JAKARTA – Revolusi kecerdasan buatan (AI) telah menyebabkan peningkatan permintaan energi yang belum pernah terjadi sebelumnya.
Pusat data, yang merupakan tulang punggung AI, mengonsumsi energi dalam jumlah besar. Untuk memenuhi kebutuhan ini dan tetap berkomitmen pada tujuan mengurangi emisi karbon, raksasa teknologi seperti Amazon, Google, dan Microsoft beralih ke tenaga nuklir!
Pusat Data dan AI: Pusat data adalah fasilitas yang menyimpan dan memproses data dalam skala besar. AI, dengan kemampuannya yang semakin kompleks, memerlukan daya komputasi yang sangat besar, yang berarti lebih banyak pusat data dan lebih banyak energi.
Sebuah laporan oleh Bain & Company menunjukkan bahwa pusat data akan menyumbang 44% dari pertumbuhan baru permintaan listrik AS pada tahun 2028. Konsumsi energi pusat data global diperkirakan meningkat lebih dari dua kali lipat dalam tiga tahun ke depan!
Energi Nuklir: Solusi Ramah Lingkungan?

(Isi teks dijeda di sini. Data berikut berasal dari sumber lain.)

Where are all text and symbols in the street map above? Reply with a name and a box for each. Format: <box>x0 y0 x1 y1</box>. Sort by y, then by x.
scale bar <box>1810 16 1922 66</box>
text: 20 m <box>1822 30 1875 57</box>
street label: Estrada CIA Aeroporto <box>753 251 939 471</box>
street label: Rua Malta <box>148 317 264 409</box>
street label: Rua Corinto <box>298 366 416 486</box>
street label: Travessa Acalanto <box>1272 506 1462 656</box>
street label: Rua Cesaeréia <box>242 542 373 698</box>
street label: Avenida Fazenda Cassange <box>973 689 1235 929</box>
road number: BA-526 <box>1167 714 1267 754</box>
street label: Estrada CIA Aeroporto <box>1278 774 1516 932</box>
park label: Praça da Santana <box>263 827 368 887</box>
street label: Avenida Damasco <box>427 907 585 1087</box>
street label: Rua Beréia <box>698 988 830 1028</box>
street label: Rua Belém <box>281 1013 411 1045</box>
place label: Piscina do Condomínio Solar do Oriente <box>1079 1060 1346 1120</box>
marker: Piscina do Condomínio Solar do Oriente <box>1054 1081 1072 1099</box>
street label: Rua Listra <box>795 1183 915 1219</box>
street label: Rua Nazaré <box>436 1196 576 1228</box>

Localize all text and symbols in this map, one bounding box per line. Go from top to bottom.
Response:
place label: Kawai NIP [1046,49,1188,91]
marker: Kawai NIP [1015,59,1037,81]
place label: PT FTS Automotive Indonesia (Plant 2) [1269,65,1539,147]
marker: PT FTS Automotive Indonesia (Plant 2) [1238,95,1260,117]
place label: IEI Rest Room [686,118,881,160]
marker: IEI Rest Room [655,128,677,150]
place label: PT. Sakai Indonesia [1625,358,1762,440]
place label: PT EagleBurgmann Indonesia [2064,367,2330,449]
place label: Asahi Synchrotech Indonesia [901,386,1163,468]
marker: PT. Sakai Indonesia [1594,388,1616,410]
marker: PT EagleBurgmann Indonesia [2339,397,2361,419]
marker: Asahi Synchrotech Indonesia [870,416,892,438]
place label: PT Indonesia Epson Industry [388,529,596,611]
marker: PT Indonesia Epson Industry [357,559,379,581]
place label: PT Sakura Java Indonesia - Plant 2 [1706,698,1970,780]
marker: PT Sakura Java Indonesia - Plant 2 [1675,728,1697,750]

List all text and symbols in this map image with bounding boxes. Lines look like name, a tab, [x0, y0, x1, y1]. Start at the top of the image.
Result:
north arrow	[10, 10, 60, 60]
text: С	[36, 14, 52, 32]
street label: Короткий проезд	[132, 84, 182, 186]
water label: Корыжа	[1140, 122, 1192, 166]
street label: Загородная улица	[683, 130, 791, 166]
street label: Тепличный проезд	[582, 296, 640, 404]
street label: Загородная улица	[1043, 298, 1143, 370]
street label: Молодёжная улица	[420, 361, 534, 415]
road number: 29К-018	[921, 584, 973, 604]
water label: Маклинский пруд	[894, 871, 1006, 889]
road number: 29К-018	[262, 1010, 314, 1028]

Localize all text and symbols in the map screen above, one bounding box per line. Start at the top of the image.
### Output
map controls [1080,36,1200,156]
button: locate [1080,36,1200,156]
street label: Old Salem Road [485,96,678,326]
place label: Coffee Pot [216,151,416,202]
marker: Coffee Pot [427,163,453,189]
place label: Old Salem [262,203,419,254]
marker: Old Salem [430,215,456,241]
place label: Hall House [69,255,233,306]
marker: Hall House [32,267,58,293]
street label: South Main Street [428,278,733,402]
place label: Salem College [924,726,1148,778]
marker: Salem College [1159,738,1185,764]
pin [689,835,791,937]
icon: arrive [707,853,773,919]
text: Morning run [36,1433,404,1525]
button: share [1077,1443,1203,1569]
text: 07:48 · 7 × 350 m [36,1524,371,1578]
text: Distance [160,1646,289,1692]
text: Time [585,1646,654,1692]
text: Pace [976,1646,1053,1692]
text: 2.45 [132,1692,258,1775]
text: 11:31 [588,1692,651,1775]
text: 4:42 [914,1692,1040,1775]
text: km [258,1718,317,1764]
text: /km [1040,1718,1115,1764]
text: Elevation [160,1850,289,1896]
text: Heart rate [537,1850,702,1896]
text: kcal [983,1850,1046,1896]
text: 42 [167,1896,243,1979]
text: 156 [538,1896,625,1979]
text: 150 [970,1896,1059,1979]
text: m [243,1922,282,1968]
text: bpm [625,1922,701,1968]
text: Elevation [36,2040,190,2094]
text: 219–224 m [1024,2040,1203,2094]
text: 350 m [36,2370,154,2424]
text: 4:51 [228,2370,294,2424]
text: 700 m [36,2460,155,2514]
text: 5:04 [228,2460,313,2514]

Tenaga nuklir menghasilkan listrik bebas karbon, menjadikannya alternatif yang menarik bagi perusahaan teknologi yang ingin mengurangi jejak karbon mereka. Amazon, Google, dan Microsoft telah berkomitmen untuk mencapai emisi nol bersih pada tahun 2040 dan 2030.
Amazon: Investasi Besar pada Reaktor Nuklir Amazon telah mengumumkan sejumlah inisiatif energi nuklir yang mencakup investasi pada beberapa reaktor modular kecil (SMR). SMR merupakan desain pembangkit listrik tenaga nuklir generasi baru yang jauh lebih kecil dan lebih mudah dikembangkan dibandingkan reaktor konvensional.
Kesepakatan itu dapat menyediakan lebih dari 5.000 megawatt listrik pada akhir dekade berikutnya. “Tenaga nuklir adalah sumber daya yang aman dan bebas karbon yang dapat membantu kami beroperasi dan memenuhi permintaan pelanggan yang terus meningkat,” kata Matt Garman, CEO AWS.
Amazon juga telah menandatangani kesepakatan dengan Talen Energy dan Dominion Energy untuk memanfaatkan energi dari pembangkit listrik tenaga nuklir dan mengembangkan SMR.
Google: Kairos Energy Partners Google mengumumkan perjanjian pembelian listrik dengan pengembang SMR, Kairos Power. Kesepakatan itu akan membuat Google beroperasi dengan tenaga nuklir dari “beberapa” reaktor yang direncanakan pada tahun 2030.
Michael Terrell, direktur senior energi dan iklim Google, mengatakan: “Kami percaya tenaga nuklir memiliki peran penting dalam mendukung pertumbuhan bersih kami dan memfasilitasi kemajuan dalam kecerdasan buatan.”
Microsoft: Penggunaan pembangkit listrik tenaga nuklir yang tidak aktif Microsoft berencana untuk mendapatkan listrik dari pembangkit listrik tenaga nuklir yang tidak aktif yang akan dibuka kembali.
Menurut laporan, Rising TrendOpenAI, perusahaan di balik ChatGPT, juga sedang dalam pembicaraan untuk membeli listrik dari Helion, sebuah startup tenaga nuklir. Ian LeCun, CEO AI, juga menekankan perlunya tenaga nuklir untuk menggerakkan pusat data AI.
Perpindahan raksasa teknologi ini ke bidang nuklir menunjukkan beberapa hal:
– Kebutuhan energi AI yang sangat tinggi: AI memerlukan daya komputasi yang sangat tinggi, yang berarti kebutuhan energi yang sangat tinggi.
– Komitmen terhadap keberlanjutan: Perusahaan teknologi ingin mencapai tujuan keberlanjutannya tanpa menghambat pengembangan kecerdasan buatan.
– Potensi energi nuklir: Energi nuklir dianggap sebagai solusi menjanjikan untuk menyediakan energi ramah lingkungan dalam skala besar.
Di era kecerdasan buatan yang semakin berkembang, tenaga nuklir kembali menjadi sorotan sebagai sumber energi yang bersih dan andal.